There are still lepers on the molokai colony. They all will stay until death. The colony is maintained by the govt. A harrowing donkey trip down a steep cliff enables a visit, but you will not see any lepers…
btw, what else is new? My thesis advisor patented some of my thesis work. Nowhere near as important as Ms. Ball’s but wtf?
I have heard your story a hundred times. Always college age.
Just a an idea, encourage people to use those patents and when they are challenged in court they can use your thesis as prior art? ¯\_(ツ)_/¯ Just throwing stuff on the wall.
In college I had a class on Android development and at the end of the semester each group of students produced an app.

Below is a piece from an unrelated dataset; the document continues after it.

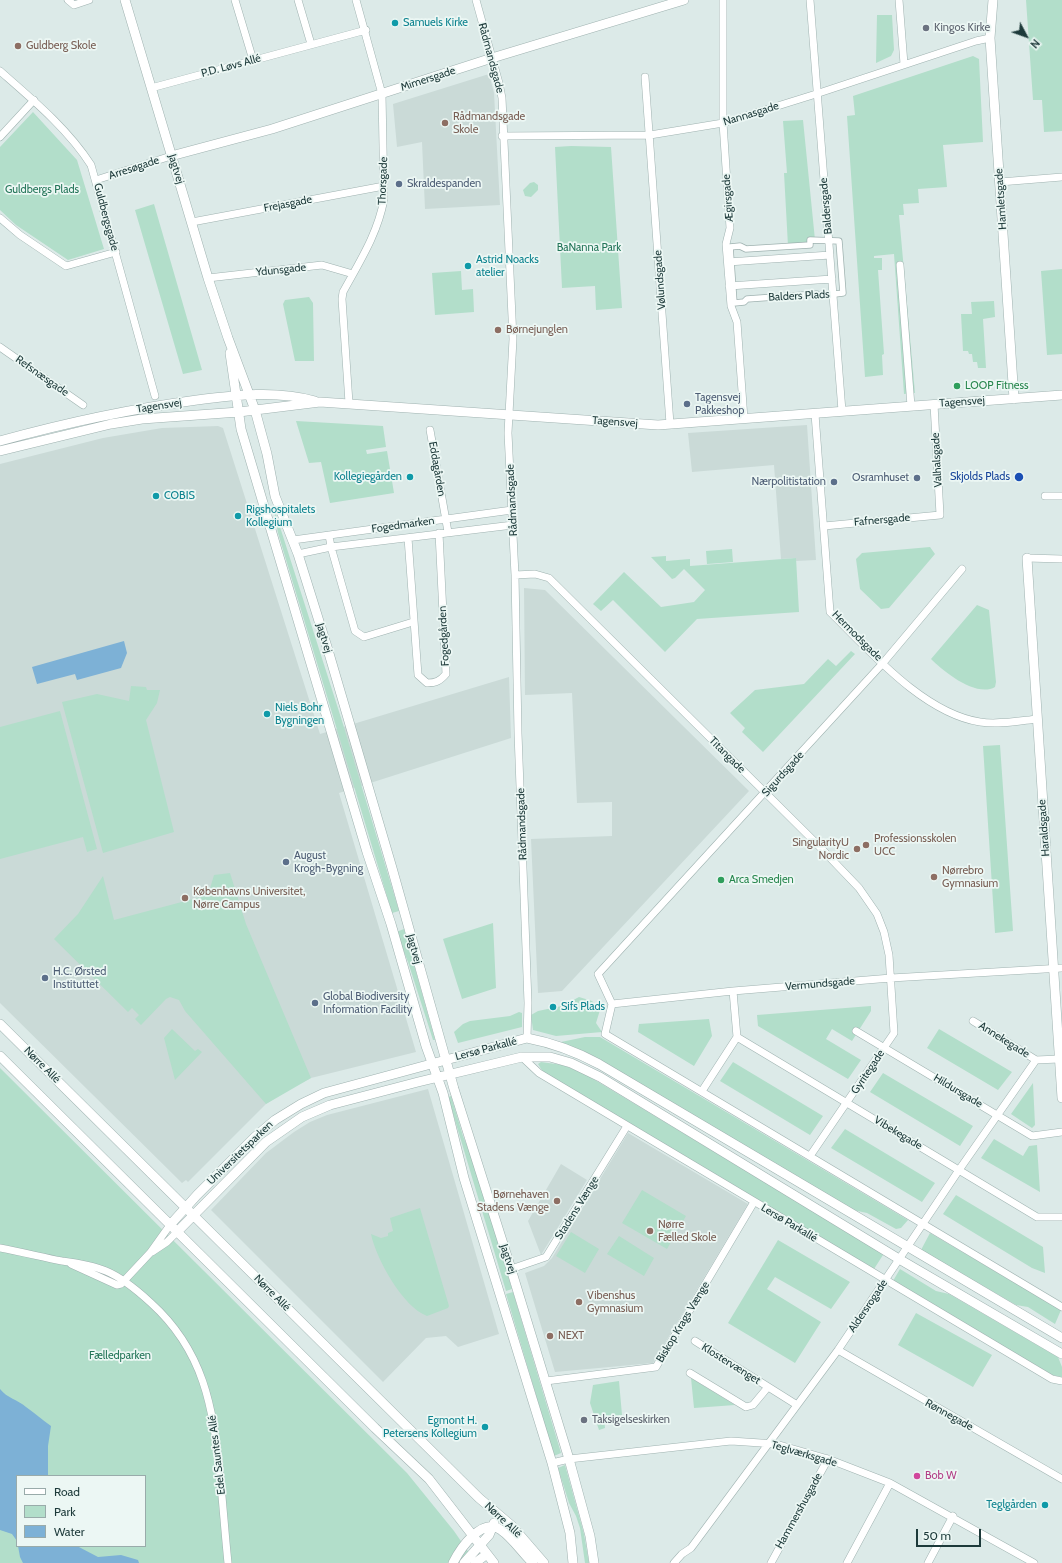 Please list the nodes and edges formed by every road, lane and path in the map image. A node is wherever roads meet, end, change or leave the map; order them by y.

A few years after graduating I discovered my professor had taken our apps on the road, one some awards for them, and sold some of them off to various companies. None of the students were credits and all the money went to him personally.
Academia is messed up.
academia will be the next target of ransomeware
I really don’t see how the personal moral/ethical failings of your college professor add up to so broad a generalization as “Academia is messed up”. Better to acknowledge the failings of humans in general.
I think they are ex-lepers now.
Like in Monty Python’s Life of Brian https://www.youtube.com/watch?v=U74s8nFE7No
Apparently they chose to stay, I guess they had nowhere else to go.
Shame she died so young, she probably had much more to contribute.
What an outstanding human. Damn shame how she was treated. Kudos to the author of this article. Too often these articles reek of pandering, but this focused on the person, the science, and the facts.
The world needs more people like Alice Ball!
“Dr. Hollmann published his own paper two years later giving Alice the credit she deserved, and admonishing Dean for having the audacity to add absolutely nothing to Alice’s work and then pass it off as his own.”
The world needs more people like Dr. Hollmann too, both in terms of encouraging up and coming students and professionals and in terms of being open and honest. It’s critically important that others in academia openly acknowledge those who deserve the credit and publicly criticize those who take credit where none is due.
I think you mean “sulfa” antibiotics, short for sulfonamide, not “sulfate” which is more of a chemical term rather than a class of antimicrobials.
Other than that small typo (sorry for pointing it out, I’m a chemist who did a lot of drug design work), great article and always good to see these.
Thanks again
Something else about leprosy, it’s not contagious to everyone, only a select few with certain genetic defect, IIRC. A horrible disease but not as scary as it could have been for sure.